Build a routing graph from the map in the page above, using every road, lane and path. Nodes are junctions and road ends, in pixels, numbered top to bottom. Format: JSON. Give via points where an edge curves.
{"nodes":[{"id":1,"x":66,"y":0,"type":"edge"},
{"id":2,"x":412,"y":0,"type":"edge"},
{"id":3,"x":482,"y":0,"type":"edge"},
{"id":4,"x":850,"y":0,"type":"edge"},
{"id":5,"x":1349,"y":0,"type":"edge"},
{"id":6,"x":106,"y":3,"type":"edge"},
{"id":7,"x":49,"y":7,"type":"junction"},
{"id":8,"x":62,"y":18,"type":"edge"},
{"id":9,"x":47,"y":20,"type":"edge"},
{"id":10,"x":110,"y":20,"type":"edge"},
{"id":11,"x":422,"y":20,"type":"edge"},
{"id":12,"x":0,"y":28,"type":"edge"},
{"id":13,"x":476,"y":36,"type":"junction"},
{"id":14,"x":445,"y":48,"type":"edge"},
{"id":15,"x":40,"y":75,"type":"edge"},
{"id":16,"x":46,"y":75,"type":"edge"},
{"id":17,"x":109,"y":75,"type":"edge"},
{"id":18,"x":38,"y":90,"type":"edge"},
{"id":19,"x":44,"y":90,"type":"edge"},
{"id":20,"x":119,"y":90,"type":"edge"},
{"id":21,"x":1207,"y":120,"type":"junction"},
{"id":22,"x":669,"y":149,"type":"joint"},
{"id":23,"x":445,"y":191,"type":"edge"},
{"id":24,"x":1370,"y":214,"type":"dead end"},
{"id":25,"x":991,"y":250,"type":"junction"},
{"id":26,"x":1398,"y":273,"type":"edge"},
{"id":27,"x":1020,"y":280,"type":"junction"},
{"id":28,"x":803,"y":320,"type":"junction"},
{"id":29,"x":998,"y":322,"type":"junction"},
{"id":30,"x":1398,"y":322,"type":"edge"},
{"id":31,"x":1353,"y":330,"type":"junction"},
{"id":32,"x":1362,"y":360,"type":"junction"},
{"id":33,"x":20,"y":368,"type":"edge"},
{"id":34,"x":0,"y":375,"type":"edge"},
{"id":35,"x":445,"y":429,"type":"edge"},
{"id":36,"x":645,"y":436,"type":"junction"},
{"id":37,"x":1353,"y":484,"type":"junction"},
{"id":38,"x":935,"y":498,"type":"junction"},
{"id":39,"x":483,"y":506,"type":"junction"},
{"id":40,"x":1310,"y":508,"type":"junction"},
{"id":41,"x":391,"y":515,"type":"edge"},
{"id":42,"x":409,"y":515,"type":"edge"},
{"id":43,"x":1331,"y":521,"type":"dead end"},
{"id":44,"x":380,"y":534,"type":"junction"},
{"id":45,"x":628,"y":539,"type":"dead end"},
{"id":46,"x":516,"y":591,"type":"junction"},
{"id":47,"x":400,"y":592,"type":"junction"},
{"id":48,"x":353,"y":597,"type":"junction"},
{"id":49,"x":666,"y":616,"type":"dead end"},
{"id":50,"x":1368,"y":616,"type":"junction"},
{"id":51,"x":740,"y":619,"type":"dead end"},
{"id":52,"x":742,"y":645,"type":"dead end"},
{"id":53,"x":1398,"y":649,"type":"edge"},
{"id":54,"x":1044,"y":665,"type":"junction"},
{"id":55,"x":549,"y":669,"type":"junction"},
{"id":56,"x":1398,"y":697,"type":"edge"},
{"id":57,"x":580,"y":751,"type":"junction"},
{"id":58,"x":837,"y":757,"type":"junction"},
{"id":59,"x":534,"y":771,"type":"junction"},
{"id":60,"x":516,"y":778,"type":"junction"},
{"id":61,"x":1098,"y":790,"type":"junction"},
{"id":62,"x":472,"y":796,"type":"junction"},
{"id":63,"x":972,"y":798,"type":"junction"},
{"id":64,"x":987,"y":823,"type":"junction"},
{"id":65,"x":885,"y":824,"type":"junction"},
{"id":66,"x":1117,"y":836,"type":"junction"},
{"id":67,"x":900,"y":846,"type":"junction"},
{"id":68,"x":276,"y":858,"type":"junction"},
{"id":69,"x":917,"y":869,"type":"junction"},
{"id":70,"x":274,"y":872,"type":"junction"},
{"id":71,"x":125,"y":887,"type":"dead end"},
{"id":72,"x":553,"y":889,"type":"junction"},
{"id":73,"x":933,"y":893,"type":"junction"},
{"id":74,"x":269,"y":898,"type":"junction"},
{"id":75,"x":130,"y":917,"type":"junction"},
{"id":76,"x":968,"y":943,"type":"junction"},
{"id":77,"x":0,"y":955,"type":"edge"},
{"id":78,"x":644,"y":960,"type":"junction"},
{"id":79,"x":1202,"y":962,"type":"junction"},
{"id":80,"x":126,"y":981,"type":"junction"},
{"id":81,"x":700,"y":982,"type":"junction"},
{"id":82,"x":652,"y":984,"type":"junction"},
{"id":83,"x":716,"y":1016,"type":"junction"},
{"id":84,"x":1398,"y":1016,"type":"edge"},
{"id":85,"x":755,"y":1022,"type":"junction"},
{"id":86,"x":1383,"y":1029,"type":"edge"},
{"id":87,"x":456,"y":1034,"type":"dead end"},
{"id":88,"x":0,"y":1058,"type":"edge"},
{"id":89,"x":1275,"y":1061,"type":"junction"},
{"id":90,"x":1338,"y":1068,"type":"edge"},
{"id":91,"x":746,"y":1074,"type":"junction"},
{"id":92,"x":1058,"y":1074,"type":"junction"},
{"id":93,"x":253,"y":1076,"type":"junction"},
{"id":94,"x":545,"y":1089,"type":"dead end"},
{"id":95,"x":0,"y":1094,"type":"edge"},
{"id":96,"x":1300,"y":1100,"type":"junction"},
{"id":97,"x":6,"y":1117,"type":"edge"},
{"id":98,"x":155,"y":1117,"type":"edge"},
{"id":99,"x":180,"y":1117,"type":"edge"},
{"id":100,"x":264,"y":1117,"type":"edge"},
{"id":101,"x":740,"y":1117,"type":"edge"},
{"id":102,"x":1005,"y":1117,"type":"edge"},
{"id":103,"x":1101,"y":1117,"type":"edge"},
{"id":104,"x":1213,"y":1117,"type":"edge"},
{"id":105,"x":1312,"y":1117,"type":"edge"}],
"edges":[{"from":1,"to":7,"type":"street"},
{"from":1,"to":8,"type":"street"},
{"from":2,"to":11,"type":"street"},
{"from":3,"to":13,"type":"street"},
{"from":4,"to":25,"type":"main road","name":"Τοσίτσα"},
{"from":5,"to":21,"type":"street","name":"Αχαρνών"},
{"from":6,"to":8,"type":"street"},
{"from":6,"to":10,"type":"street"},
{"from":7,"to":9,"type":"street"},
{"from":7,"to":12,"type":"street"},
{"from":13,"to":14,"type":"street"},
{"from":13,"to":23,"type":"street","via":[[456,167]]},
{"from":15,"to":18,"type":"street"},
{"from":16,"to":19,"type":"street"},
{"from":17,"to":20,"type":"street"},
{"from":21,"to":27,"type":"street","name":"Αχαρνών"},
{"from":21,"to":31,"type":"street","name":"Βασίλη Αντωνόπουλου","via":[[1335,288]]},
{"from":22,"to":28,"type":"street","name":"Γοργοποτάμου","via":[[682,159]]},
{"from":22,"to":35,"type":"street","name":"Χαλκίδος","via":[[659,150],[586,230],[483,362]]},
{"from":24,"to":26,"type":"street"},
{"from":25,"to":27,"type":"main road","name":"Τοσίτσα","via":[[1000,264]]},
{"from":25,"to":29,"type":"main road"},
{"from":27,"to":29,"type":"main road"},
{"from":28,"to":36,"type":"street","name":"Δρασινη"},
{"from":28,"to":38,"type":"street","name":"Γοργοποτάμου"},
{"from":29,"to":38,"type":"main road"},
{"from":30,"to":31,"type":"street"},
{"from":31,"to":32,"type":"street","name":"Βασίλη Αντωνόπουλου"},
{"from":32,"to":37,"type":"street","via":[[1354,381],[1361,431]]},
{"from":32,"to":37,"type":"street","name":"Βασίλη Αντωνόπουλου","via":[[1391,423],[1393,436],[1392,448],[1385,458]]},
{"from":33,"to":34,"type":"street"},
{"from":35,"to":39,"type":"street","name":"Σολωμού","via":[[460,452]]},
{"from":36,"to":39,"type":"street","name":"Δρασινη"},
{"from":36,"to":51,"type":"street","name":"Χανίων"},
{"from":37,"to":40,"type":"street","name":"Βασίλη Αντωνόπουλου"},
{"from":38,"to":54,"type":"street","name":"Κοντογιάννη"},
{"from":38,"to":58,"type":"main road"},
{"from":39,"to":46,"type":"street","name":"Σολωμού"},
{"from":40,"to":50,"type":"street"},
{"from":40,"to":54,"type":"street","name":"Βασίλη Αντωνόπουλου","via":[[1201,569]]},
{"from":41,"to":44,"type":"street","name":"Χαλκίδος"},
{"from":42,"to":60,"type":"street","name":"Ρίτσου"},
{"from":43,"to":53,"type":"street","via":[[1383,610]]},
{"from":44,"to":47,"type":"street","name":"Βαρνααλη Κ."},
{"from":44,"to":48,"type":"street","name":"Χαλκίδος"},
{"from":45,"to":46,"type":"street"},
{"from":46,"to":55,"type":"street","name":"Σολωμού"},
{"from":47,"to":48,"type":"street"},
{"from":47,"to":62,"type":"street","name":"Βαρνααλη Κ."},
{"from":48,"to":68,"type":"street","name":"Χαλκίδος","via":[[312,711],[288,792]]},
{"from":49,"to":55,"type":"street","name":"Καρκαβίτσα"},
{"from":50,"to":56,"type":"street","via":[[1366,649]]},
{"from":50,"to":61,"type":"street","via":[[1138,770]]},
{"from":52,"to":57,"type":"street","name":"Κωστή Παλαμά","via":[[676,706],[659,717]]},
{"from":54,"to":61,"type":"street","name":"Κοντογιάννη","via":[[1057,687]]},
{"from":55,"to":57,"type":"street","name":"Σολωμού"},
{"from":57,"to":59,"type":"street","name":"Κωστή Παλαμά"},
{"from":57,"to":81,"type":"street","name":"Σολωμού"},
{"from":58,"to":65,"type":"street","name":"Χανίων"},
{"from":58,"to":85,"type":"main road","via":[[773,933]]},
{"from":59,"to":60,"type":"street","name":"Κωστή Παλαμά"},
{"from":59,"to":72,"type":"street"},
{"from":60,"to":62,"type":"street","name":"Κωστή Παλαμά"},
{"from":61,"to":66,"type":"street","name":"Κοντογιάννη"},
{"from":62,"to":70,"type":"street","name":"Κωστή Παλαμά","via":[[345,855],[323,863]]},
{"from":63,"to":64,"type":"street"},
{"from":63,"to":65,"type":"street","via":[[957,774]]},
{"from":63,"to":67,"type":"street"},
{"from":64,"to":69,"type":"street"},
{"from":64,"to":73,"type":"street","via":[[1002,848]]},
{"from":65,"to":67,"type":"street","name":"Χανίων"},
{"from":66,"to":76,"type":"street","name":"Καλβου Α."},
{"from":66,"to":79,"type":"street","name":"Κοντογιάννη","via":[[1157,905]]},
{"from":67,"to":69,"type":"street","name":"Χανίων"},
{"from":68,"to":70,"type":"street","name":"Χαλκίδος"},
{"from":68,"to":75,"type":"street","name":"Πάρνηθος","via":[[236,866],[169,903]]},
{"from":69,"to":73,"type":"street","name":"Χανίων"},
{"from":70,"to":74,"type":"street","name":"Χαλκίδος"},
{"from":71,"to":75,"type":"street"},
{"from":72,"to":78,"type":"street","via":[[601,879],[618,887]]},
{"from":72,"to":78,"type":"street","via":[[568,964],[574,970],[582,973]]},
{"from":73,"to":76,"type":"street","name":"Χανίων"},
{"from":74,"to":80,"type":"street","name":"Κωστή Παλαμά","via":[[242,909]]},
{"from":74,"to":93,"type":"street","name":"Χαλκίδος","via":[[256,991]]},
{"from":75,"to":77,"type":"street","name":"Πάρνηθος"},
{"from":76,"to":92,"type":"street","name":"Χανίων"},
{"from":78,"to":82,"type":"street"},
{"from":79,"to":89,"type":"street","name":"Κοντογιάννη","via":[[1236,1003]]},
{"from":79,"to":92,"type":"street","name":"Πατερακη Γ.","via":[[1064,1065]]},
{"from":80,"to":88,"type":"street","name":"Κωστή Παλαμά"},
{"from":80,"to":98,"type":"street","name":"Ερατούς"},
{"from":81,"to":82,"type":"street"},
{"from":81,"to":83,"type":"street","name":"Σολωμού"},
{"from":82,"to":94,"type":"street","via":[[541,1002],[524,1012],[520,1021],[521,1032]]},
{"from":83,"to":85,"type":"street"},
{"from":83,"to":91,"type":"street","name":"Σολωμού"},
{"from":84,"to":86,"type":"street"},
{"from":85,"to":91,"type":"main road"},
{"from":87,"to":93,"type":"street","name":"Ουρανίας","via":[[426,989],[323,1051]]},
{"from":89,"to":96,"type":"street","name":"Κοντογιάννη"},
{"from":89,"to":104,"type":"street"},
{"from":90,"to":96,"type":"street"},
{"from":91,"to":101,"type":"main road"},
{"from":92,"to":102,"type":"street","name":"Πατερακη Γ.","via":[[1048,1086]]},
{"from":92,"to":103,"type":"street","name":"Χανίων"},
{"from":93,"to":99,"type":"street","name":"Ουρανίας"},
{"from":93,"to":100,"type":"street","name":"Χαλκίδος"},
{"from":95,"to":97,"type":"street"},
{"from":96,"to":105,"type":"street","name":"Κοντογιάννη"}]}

------------------------------

» Task instructions
For every line above that holds the word "main", report the whole line.

» Solved exercise
{"from":4,"to":25,"type":"main road","name":"Τοσίτσα"},
{"from":25,"to":27,"type":"main road","name":"Τοσίτσα","via":[[1000,264]]},
{"from":25,"to":29,"type":"main road"},
{"from":27,"to":29,"type":"main road"},
{"from":29,"to":38,"type":"main road"},
{"from":38,"to":58,"type":"main road"},
{"from":58,"to":85,"type":"main road","via":[[773,933]]},
{"from":85,"to":91,"type":"main road"},
{"from":91,"to":101,"type":"main road"},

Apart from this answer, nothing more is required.